Por ANDRÉ KAYSEL*
Para o povo paraguaio virão mais cinco anos de políticas neoliberais, precariedade laboral, serviços públicos sucateados e, em caso de ondas de protesto, repressão
Quem me conhece sabe que tenho importantes laços afetivos, culturais e políticos com o Paraguai. Nesse sentido, a contundente vitória da Asociación Nacional Republicana (ANR), ou “Partido Colorado”, agremiação tradicional da direita paraguaia, é pessoalmente dolorida.
Com a quase totalidade dos votos apurados, Santiago Peña (ANR) obteve cerca de 43% dos votos, contra pouco mais de 27% dos votos para Efraín Alegre (PLRA/Concentración Nacional) e 21% para Paraguayo Cubas (Cruzada Nacional). A participação foi de cerca de 63%, relativamente alta para padrões do país vizinho.

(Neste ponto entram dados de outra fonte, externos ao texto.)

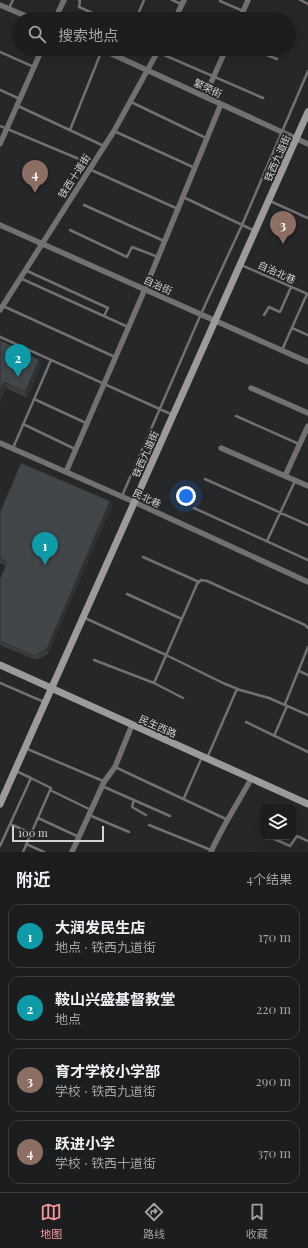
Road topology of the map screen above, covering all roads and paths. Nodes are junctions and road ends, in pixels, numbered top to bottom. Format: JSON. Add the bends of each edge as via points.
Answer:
{"nodes":[{"id":1,"x":13,"y":0,"type":"edge"},
{"id":2,"x":57,"y":0,"type":"edge"},
{"id":3,"x":79,"y":0,"type":"edge"},
{"id":4,"x":144,"y":0,"type":"edge"},
{"id":5,"x":172,"y":0,"type":"edge"},
{"id":6,"x":220,"y":0,"type":"edge"},
{"id":7,"x":248,"y":0,"type":"edge"},
{"id":8,"x":300,"y":0,"type":"edge"},
{"id":9,"x":63,"y":1,"type":"edge"},
{"id":10,"x":183,"y":2,"type":"edge"},
{"id":11,"x":308,"y":4,"type":"edge"},
{"id":12,"x":0,"y":5,"type":"edge"},
{"id":13,"x":9,"y":9,"type":"junction"},
{"id":14,"x":243,"y":11,"type":"joint"},
{"id":15,"x":16,"y":12,"type":"edge"},
{"id":16,"x":59,"y":12,"type":"edge"},
{"id":17,"x":90,"y":12,"type":"edge"},
{"id":18,"x":139,"y":12,"type":"edge"},
{"id":19,"x":180,"y":12,"type":"edge"},
{"id":20,"x":0,"y":52,"type":"edge"},
{"id":21,"x":39,"y":56,"type":"edge"},
{"id":22,"x":99,"y":56,"type":"edge"},
{"id":23,"x":116,"y":56,"type":"edge"},
{"id":24,"x":156,"y":56,"type":"edge"},
{"id":25,"x":166,"y":56,"type":"edge"},
{"id":26,"x":223,"y":56,"type":"edge"},
{"id":27,"x":270,"y":56,"type":"edge"},
{"id":28,"x":120,"y":58,"type":"joint"},
{"id":29,"x":277,"y":59,"type":"dead end"},
{"id":30,"x":34,"y":67,"type":"junction"},
{"id":31,"x":148,"y":71,"type":"junction"},
{"id":32,"x":308,"y":71,"type":"edge"},
{"id":33,"x":214,"y":77,"type":"junction"},
{"id":34,"x":0,"y":90,"type":"edge"},
{"id":35,"x":205,"y":96,"type":"junction"},
{"id":36,"x":263,"y":98,"type":"dead end"},
{"id":37,"x":20,"y":99,"type":"junction"},
{"id":38,"x":131,"y":102,"type":"junction"},
{"id":39,"x":221,"y":104,"type":"junction"},
{"id":40,"x":17,"y":106,"type":"junction"},
{"id":41,"x":308,"y":112,"type":"edge"},
{"id":42,"x":0,"y":126,"type":"edge"},
{"id":43,"x":7,"y":129,"type":"junction"},
{"id":44,"x":70,"y":130,"type":"junction"},
{"id":45,"x":114,"y":131,"type":"junction"},
{"id":46,"x":281,"y":131,"type":"junction"},
{"id":47,"x":207,"y":138,"type":"junction"},
{"id":48,"x":296,"y":138,"type":"junction"},
{"id":49,"x":0,"y":144,"type":"edge"},
{"id":50,"x":308,"y":144,"type":"edge"},
{"id":51,"x":104,"y":146,"type":"junction"},
{"id":52,"x":79,"y":160,"type":"dead end"},
{"id":53,"x":195,"y":168,"type":"junction"},
{"id":54,"x":89,"y":169,"type":"junction"},
{"id":55,"x":183,"y":197,"type":"junction"},
{"id":56,"x":269,"y":200,"type":"junction"},
{"id":57,"x":84,"y":205,"type":"dead end"},
{"id":58,"x":178,"y":209,"type":"junction"},
{"id":59,"x":308,"y":218,"type":"edge"},
{"id":60,"x":0,"y":225,"type":"edge"},
{"id":61,"x":242,"y":225,"type":"junction"},
{"id":62,"x":70,"y":230,"type":"dead end"},
{"id":63,"x":256,"y":231,"type":"junction"},
{"id":64,"x":165,"y":241,"type":"junction"},
{"id":65,"x":42,"y":243,"type":"junction"},
{"id":66,"x":158,"y":257,"type":"junction"},
{"id":67,"x":240,"y":265,"type":"junction"},
{"id":68,"x":25,"y":270,"type":"junction"},
{"id":69,"x":20,"y":278,"type":"junction"},
{"id":70,"x":292,"y":287,"type":"junction"},
{"id":71,"x":145,"y":289,"type":"junction"},
{"id":72,"x":307,"y":294,"type":"edge"},
{"id":73,"x":1,"y":308,"type":"edge"},
{"id":74,"x":201,"y":314,"type":"junction"},
{"id":75,"x":264,"y":315,"type":"dead end"},
{"id":76,"x":104,"y":316,"type":"junction"},
{"id":77,"x":216,"y":321,"type":"junction"},
{"id":78,"x":129,"y":327,"type":"junction"},
{"id":79,"x":292,"y":328,"type":"junction"},
{"id":80,"x":308,"y":335,"type":"edge"},
{"id":81,"x":0,"y":337,"type":"edge"},
{"id":82,"x":282,"y":350,"type":"junction"},
{"id":83,"x":116,"y":357,"type":"junction"},
{"id":84,"x":51,"y":360,"type":"junction"},
{"id":85,"x":308,"y":362,"type":"edge"},
{"id":86,"x":104,"y":385,"type":"junction"},
{"id":87,"x":251,"y":388,"type":"dead end"},
{"id":88,"x":34,"y":399,"type":"junction"},
{"id":89,"x":160,"y":410,"type":"junction"},
{"id":90,"x":308,"y":413,"type":"edge"},
{"id":91,"x":173,"y":416,"type":"junction"},
{"id":92,"x":236,"y":416,"type":"dead end"},
{"id":93,"x":23,"y":424,"type":"junction"},
{"id":94,"x":87,"y":424,"type":"junction"},
{"id":95,"x":308,"y":426,"type":"edge"},
{"id":96,"x":305,"y":438,"type":"edge"},
{"id":97,"x":0,"y":443,"type":"edge"},
{"id":98,"x":299,"y":444,"type":"junction"},
{"id":99,"x":13,"y":448,"type":"junction"},
{"id":100,"x":221,"y":448,"type":"dead end"},
{"id":101,"x":76,"y":449,"type":"junction"},
{"id":102,"x":66,"y":472,"type":"junction"},
{"id":103,"x":285,"y":476,"type":"junction"},
{"id":104,"x":205,"y":479,"type":"dead end"},
{"id":105,"x":296,"y":480,"type":"junction"},
{"id":106,"x":308,"y":486,"type":"edge"},
{"id":107,"x":122,"y":496,"type":"junction"},
{"id":108,"x":134,"y":502,"type":"junction"},
{"id":109,"x":194,"y":508,"type":"dead end"},
{"id":110,"x":281,"y":512,"type":"junction"},
{"id":111,"x":308,"y":525,"type":"edge"},
{"id":112,"x":267,"y":541,"type":"junction"},
{"id":113,"x":143,"y":557,"type":"dead end"},
{"id":114,"x":308,"y":560,"type":"edge"},
{"id":115,"x":199,"y":582,"type":"junction"},
{"id":116,"x":308,"y":582,"type":"edge"},
{"id":117,"x":127,"y":594,"type":"dead end"},
{"id":118,"x":82,"y":618,"type":"junction"},
{"id":119,"x":182,"y":619,"type":"junction"},
{"id":120,"x":308,"y":628,"type":"edge"},
{"id":121,"x":308,"y":647,"type":"edge"},
{"id":122,"x":166,"y":655,"type":"junction"},
{"id":123,"x":94,"y":660,"type":"dead end"},
{"id":124,"x":0,"y":665,"type":"edge"},
{"id":125,"x":299,"y":671,"type":"junction"},
{"id":126,"x":308,"y":675,"type":"edge"},
{"id":127,"x":0,"y":683,"type":"edge"},
{"id":128,"x":154,"y":683,"type":"junction"},
{"id":129,"x":51,"y":688,"type":"junction"},
{"id":130,"x":237,"y":689,"type":"junction"},
{"id":131,"x":183,"y":698,"type":"dead end"},
{"id":132,"x":45,"y":702,"type":"junction"},
{"id":133,"x":286,"y":705,"type":"junction"},
{"id":134,"x":308,"y":715,"type":"edge"},
{"id":135,"x":246,"y":722,"type":"dead end"},
{"id":136,"x":132,"y":725,"type":"junction"},
{"id":137,"x":274,"y":736,"type":"junction"},
{"id":138,"x":25,"y":748,"type":"junction"},
{"id":139,"x":308,"y":752,"type":"edge"},
{"id":140,"x":205,"y":758,"type":"junction"},
{"id":141,"x":115,"y":767,"type":"junction"},
{"id":142,"x":15,"y":770,"type":"junction"},
{"id":143,"x":31,"y":778,"type":"junction"},
{"id":144,"x":251,"y":778,"type":"junction"},
{"id":145,"x":103,"y":784,"type":"junction"},
{"id":146,"x":50,"y":790,"type":"junction"},
{"id":147,"x":184,"y":798,"type":"junction"},
{"id":148,"x":134,"y":800,"type":"junction"},
{"id":149,"x":0,"y":804,"type":"edge"},
{"id":150,"x":308,"y":804,"type":"edge"},
{"id":151,"x":90,"y":812,"type":"junction"},
{"id":152,"x":146,"y":815,"type":"dead end"},
{"id":153,"x":170,"y":816,"type":"dead end"},
{"id":154,"x":38,"y":818,"type":"junction"},
{"id":155,"x":229,"y":820,"type":"junction"},
{"id":156,"x":10,"y":824,"type":"junction"},
{"id":157,"x":149,"y":825,"type":"dead end"},
{"id":158,"x":129,"y":832,"type":"dead end"},
{"id":159,"x":31,"y":833,"type":"junction"},
{"id":160,"x":79,"y":837,"type":"junction"},
{"id":161,"x":296,"y":837,"type":"edge"},
{"id":162,"x":277,"y":840,"type":"edge"},
{"id":163,"x":294,"y":840,"type":"edge"},
{"id":164,"x":308,"y":841,"type":"edge"},
{"id":165,"x":26,"y":844,"type":"junction"},
{"id":166,"x":0,"y":846,"type":"edge"},
{"id":167,"x":211,"y":851,"type":"edge"},
{"id":168,"x":23,"y":852,"type":"edge"},
{"id":169,"x":44,"y":852,"type":"edge"},
{"id":170,"x":72,"y":852,"type":"edge"}],
"edges":[{"from":1,"to":13,"type":"lane"},
{"from":2,"to":9,"type":"lane"},
{"from":3,"to":17,"type":"lane","via":[[78,7]]},
{"from":4,"to":18,"type":"lane"},
{"from":5,"to":10,"type":"lane"},
{"from":6,"to":14,"type":"lane"},
{"from":7,"to":14,"type":"street"},
{"from":8,"to":11,"type":"lane"},
{"from":9,"to":16,"type":"street"},
{"from":10,"to":19,"type":"street"},
{"from":12,"to":13,"type":"street"},
{"from":13,"to":15,"type":"street"},
{"from":20,"to":30,"type":"lane"},
{"from":21,"to":30,"type":"street"},
{"from":22,"to":44,"type":"lane"},
{"from":23,"to":28,"type":"street","name":"繁荣街"},
{"from":24,"to":31,"type":"street","name":"铁西十道街"},
{"from":25,"to":33,"type":"lane"},
{"from":26,"to":33,"type":"street"},
{"from":27,"to":29,"type":"lane"},
{"from":28,"to":31,"type":"street","name":"繁荣街"},
{"from":30,"to":37,"type":"street"},
{"from":31,"to":35,"type":"street","name":"繁荣街"},
{"from":31,"to":38,"type":"street","name":"铁西十道街"},
{"from":32,"to":46,"type":"lane"},
{"from":33,"to":35,"type":"street"},
{"from":33,"to":36,"type":"lane"},
{"from":34,"to":37,"type":"lane"},
{"from":35,"to":39,"type":"street","name":"繁荣街"},
{"from":37,"to":40,"type":"street"},
{"from":38,"to":45,"type":"street","name":"铁西十道街"},
{"from":38,"to":47,"type":"lane"},
{"from":39,"to":46,"type":"street","name":"繁荣街"},
{"from":39,"to":47,"type":"street"},
{"from":40,"to":43,"type":"street"},
{"from":40,"to":44,"type":"lane"},
{"from":41,"to":48,"type":"main road","name":"铁西九道街"},
{"from":42,"to":43,"type":"lane"},
{"from":43,"to":49,"type":"street"},
{"from":43,"to":52,"type":"lane"},
{"from":44,"to":51,"type":"lane"},
{"from":45,"to":51,"type":"street","name":"铁西十道街"},
{"from":45,"to":53,"type":"lane"},
{"from":46,"to":48,"type":"street","name":"繁荣街"},
{"from":46,"to":61,"type":"lane"},
{"from":47,"to":53,"type":"street"},
{"from":48,"to":50,"type":"street","name":"繁荣街"},
{"from":48,"to":56,"type":"main road","name":"铁西九道街"},
{"from":51,"to":54,"type":"street","name":"铁西十道街"},
{"from":53,"to":55,"type":"street"},
{"from":54,"to":58,"type":"lane"},
{"from":54,"to":65,"type":"street","name":"铁西十道街"},
{"from":55,"to":58,"type":"street"},
{"from":55,"to":61,"type":"lane"},
{"from":56,"to":59,"type":"lane"},
{"from":56,"to":63,"type":"main road","name":"铁西九道街"},
{"from":57,"to":64,"type":"lane"},
{"from":58,"to":64,"type":"street"},
{"from":60,"to":65,"type":"street","name":"自治街"},
{"from":61,"to":63,"type":"lane"},
{"from":61,"to":74,"type":"lane"},
{"from":62,"to":66,"type":"lane","via":[[127,257],[132,248]]},
{"from":63,"to":67,"type":"main road","name":"铁西九道街"},
{"from":64,"to":66,"type":"street"},
{"from":65,"to":68,"type":"street","name":"铁西十道街"},
{"from":65,"to":71,"type":"street","name":"自治街"},
{"from":66,"to":71,"type":"street"},
{"from":67,"to":70,"type":"lane","name":"自治北巷"},
{"from":67,"to":77,"type":"main road","name":"铁西九道街"},
{"from":68,"to":69,"type":"street","name":"铁西十道街"},
{"from":68,"to":76,"type":"lane","via":[[108,308]]},
{"from":69,"to":73,"type":"street","name":"铁西十道街"},
{"from":69,"to":76,"type":"lane"},
{"from":70,"to":72,"type":"lane","name":"自治北巷"},
{"from":70,"to":75,"type":"lane","via":[[280,312],[269,307]]},
{"from":71,"to":74,"type":"street","name":"自治街"},
{"from":71,"to":78,"type":"street"},
{"from":72,"to":79,"type":"lane"},
{"from":73,"to":83,"type":"lane"},
{"from":74,"to":77,"type":"street","name":"自治街"},
{"from":74,"to":89,"type":"lane"},
{"from":76,"to":78,"type":"lane"},
{"from":77,"to":82,"type":"street","name":"自治街"},
{"from":77,"to":91,"type":"main road","name":"铁西九道街"},
{"from":78,"to":83,"type":"street"},
{"from":79,"to":80,"type":"lane"},
{"from":79,"to":82,"type":"lane"},
{"from":81,"to":84,"type":"lane"},
{"from":82,"to":85,"type":"street","name":"自治街"},
{"from":83,"to":86,"type":"street"},
{"from":84,"to":86,"type":"lane"},
{"from":84,"to":88,"type":"lane"},
{"from":86,"to":89,"type":"lane"},
{"from":86,"to":94,"type":"street"},
{"from":87,"to":90,"type":"street"},
{"from":88,"to":93,"type":"lane"},
{"from":88,"to":94,"type":"lane"},
{"from":89,"to":91,"type":"lane"},
{"from":89,"to":107,"type":"lane"},
{"from":91,"to":108,"type":"main road","name":"铁西九道街"},
{"from":92,"to":98,"type":"lane"},
{"from":93,"to":99,"type":"lane"},
{"from":93,"to":101,"type":"lane"},
{"from":94,"to":101,"type":"street"},
{"from":95,"to":96,"type":"street"},
{"from":96,"to":98,"type":"street"},
{"from":97,"to":99,"type":"street","name":"民北巷"},
{"from":98,"to":103,"type":"street"},
{"from":99,"to":102,"type":"street","name":"民北巷"},
{"from":100,"to":103,"type":"street"},
{"from":101,"to":102,"type":"street"},
{"from":102,"to":107,"type":"street","name":"民北巷"},
{"from":103,"to":105,"type":"street"},
{"from":104,"to":110,"type":"lane"},
{"from":105,"to":106,"type":"street"},
{"from":105,"to":110,"type":"lane"},
{"from":107,"to":108,"type":"street","name":"民北巷"},
{"from":108,"to":116,"type":"street","name":"民北巷"},
{"from":108,"to":118,"type":"main road","name":"铁西九道街"},
{"from":109,"to":112,"type":"lane"},
{"from":110,"to":111,"type":"lane"},
{"from":110,"to":112,"type":"lane"},
{"from":112,"to":114,"type":"lane"},
{"from":113,"to":115,"type":"lane"},
{"from":115,"to":119,"type":"lane"},
{"from":115,"to":120,"type":"lane","via":[[207,581]]},
{"from":117,"to":119,"type":"lane"},
{"from":118,"to":122,"type":"lane"},
{"from":118,"to":129,"type":"main road","name":"铁西九道街"},
{"from":119,"to":122,"type":"lane"},
{"from":121,"to":125,"type":"lane"},
{"from":122,"to":128,"type":"lane"},
{"from":122,"to":130,"type":"lane"},
{"from":123,"to":128,"type":"lane"},
{"from":124,"to":129,"type":"main road","name":"民生西路"},
{"from":125,"to":126,"type":"lane"},
{"from":125,"to":133,"type":"lane"},
{"from":127,"to":132,"type":"lane"},
{"from":128,"to":131,"type":"lane"},
{"from":129,"to":132,"type":"main road","name":"铁西九道街"},
{"from":129,"to":136,"type":"main road","name":"民生西路"},
{"from":130,"to":133,"type":"lane"},
{"from":130,"to":140,"type":"lane"},
{"from":132,"to":138,"type":"main road","name":"铁西九道街"},
{"from":133,"to":134,"type":"lane"},
{"from":133,"to":137,"type":"lane"},
{"from":135,"to":137,"type":"lane"},
{"from":136,"to":140,"type":"main road","name":"民生西路"},
{"from":136,"to":141,"type":"street"},
{"from":137,"to":139,"type":"lane"},
{"from":138,"to":142,"type":"main road","name":"铁西九道街"},
{"from":138,"to":145,"type":"lane"},
{"from":140,"to":144,"type":"main road","name":"民生西路"},
{"from":140,"to":147,"type":"lane"},
{"from":141,"to":145,"type":"street"},
{"from":141,"to":147,"type":"lane"},
{"from":142,"to":143,"type":"lane"},
{"from":142,"to":149,"type":"main road","name":"铁西九道街"},
{"from":143,"to":146,"type":"lane","via":[[51,788]]},
{"from":143,"to":156,"type":"lane"},
{"from":144,"to":150,"type":"main road","name":"民生西路"},
{"from":144,"to":155,"type":"street"},
{"from":145,"to":148,"type":"lane"},
{"from":145,"to":151,"type":"street"},
{"from":146,"to":151,"type":"lane"},
{"from":146,"to":154,"type":"lane"},
{"from":147,"to":155,"type":"lane"},
{"from":148,"to":152,"type":"lane","via":[[132,807]]},
{"from":148,"to":153,"type":"lane"},
{"from":151,"to":158,"type":"lane"},
{"from":151,"to":160,"type":"street"},
{"from":154,"to":159,"type":"lane"},
{"from":154,"to":160,"type":"lane"},
{"from":155,"to":167,"type":"street","via":[[223,826]]},
{"from":156,"to":159,"type":"lane"},
{"from":156,"to":166,"type":"lane"},
{"from":157,"to":167,"type":"lane"},
{"from":159,"to":165,"type":"lane"},
{"from":160,"to":170,"type":"street"},
{"from":161,"to":164,"type":"lane"},
{"from":162,"to":163,"type":"lane","via":[[290,846]]},
{"from":165,"to":168,"type":"lane"},
{"from":165,"to":169,"type":"lane"}]}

Além de ganhar a presidência, os colorados ainda levaram 15 dos 17 governos departamentais e fizeram maioria no legislativo. No Senado, por exemplo, somaram 24 cadeiras, seguidos pelos liberais com 12, pela Cruzada Nacional de Paraguayo Cubas, com 5 e apenas uma cadeira para a antiga Frente Guazu, com a reeleição da senadora Esperanza Martinez, as demais ficando para forças de centro/centro-direita, como Encontro Nacional, da candidata a vice-Presidente de Alegre, Soledad Nuñez.
Para fazer uma análise fina dos resultados, precisaria de algumas informações que não possuo, como a geografia do voto. Seja como for, me parece possível adiantar algumas conclusões preliminares:
(i) Mesmo com o cerco estado-unidense ao ex-presidente Horacio Cartez, padrinho político de Santiago Peña e principal financiador dos colorados, a máquina eleitoral da Asociación Nacional Republicana provou mais uma vez sua enorme eficiência, capilaridade e penetração em todo o país e nos mais diversos setores e classes da sociedade paraguaia. Basta lembrar que, desde 1947, só deixaram de estar no poder entre 2008-2012, justamente durante o mandato de Fernando Lugo.
(ii) Ainda que se mantenha como segunda força, o tradicional Partido Liberal, sofreu uma derrota importante. Aqui, cabe destacar o desgaste de Efraín Alegre, candidato pela terceira vez, que provavelmente será eclipsado como liderança de seu partido e da oposição.
(iii) Paraguayo Cubas, que adotou o perfil da “alt-right“, mesclando-o com um resgate do velho nacionalismo conservador dos colorados, se firma por hora como terceira força. Nesse sentido, seu eleitorado popular, que representa o voto anti-sistema, terá de ser disputado no futuro por quem quer que queira derrotar a Asociación Nacional Republicana.
(iv) A esquerda paraguaia, de bases organizativas tradicionalmente frágeis e fragmentadas, pagou um alto preço por sua divisão no ano passado, quando um setor da antiga Frente Guazu não quis acompanhar a candidatura da Concertación, preferindo apoiar o ex-chanceler Euclides Azevedo, que ficou em um muito distante quarto lugar. Além disso, revela-se o quanto a esquerda dependia da liderança pessoal de Fernando Lugo, afastado da vida pública desde oano passado, quando adoeceu gravemente.
Enfim, o tecnocrata Santiago Peña, sem base de poder própria na Asociación Nacional Republicana, terá agora de provar-se à frente de uma máquina, tão grande quanto faminta por cargos e dinheiro, dividida entre diferentes correntes e lideranças setoriais. Seu padrinho Horacio Cartez respira aliviado, pois agora imagina poder escorar-se em seu herdeiro para se proteger da DEA e do FBI.
Os EUA, por seu turno, em que pese a frustração momentânea de sua ingerência contra Horacio Cartez, certamente se entenderão bem com o neoliberal e yuppie Santiago Peña, que também gerou júbilo na direita regional, como mostram as felicitações efusivas de representantes de Cambiemos na Argentina. Por fim, a embaixada de Taiwan em Assunção também deve estar em festa, pois imagina poder garantir por mais cinco anos um dos poucos bastiões diplomáticos que lhe restam no mundo.
Para o povo paraguaio virão mais cinco anos de políticas neoliberais, precariedade laboral, serviços públicos sucateados e, em caso de novas ondas de protesto (como as de março de 2021), repressão. Nada que não conheçam a décadas. Em todo caso, a derrota da Concertación Nacional não deixa de ser, infelizmente, uma dura derrota para a geração que lutou pela redemocratização do país, que segue sob a égide do partido que deu sustentação a Alfredo Stroessner.
André Kaysel é professor do Departamento de Ciência Política da Universidade Estadual de Campinas (Unicamp).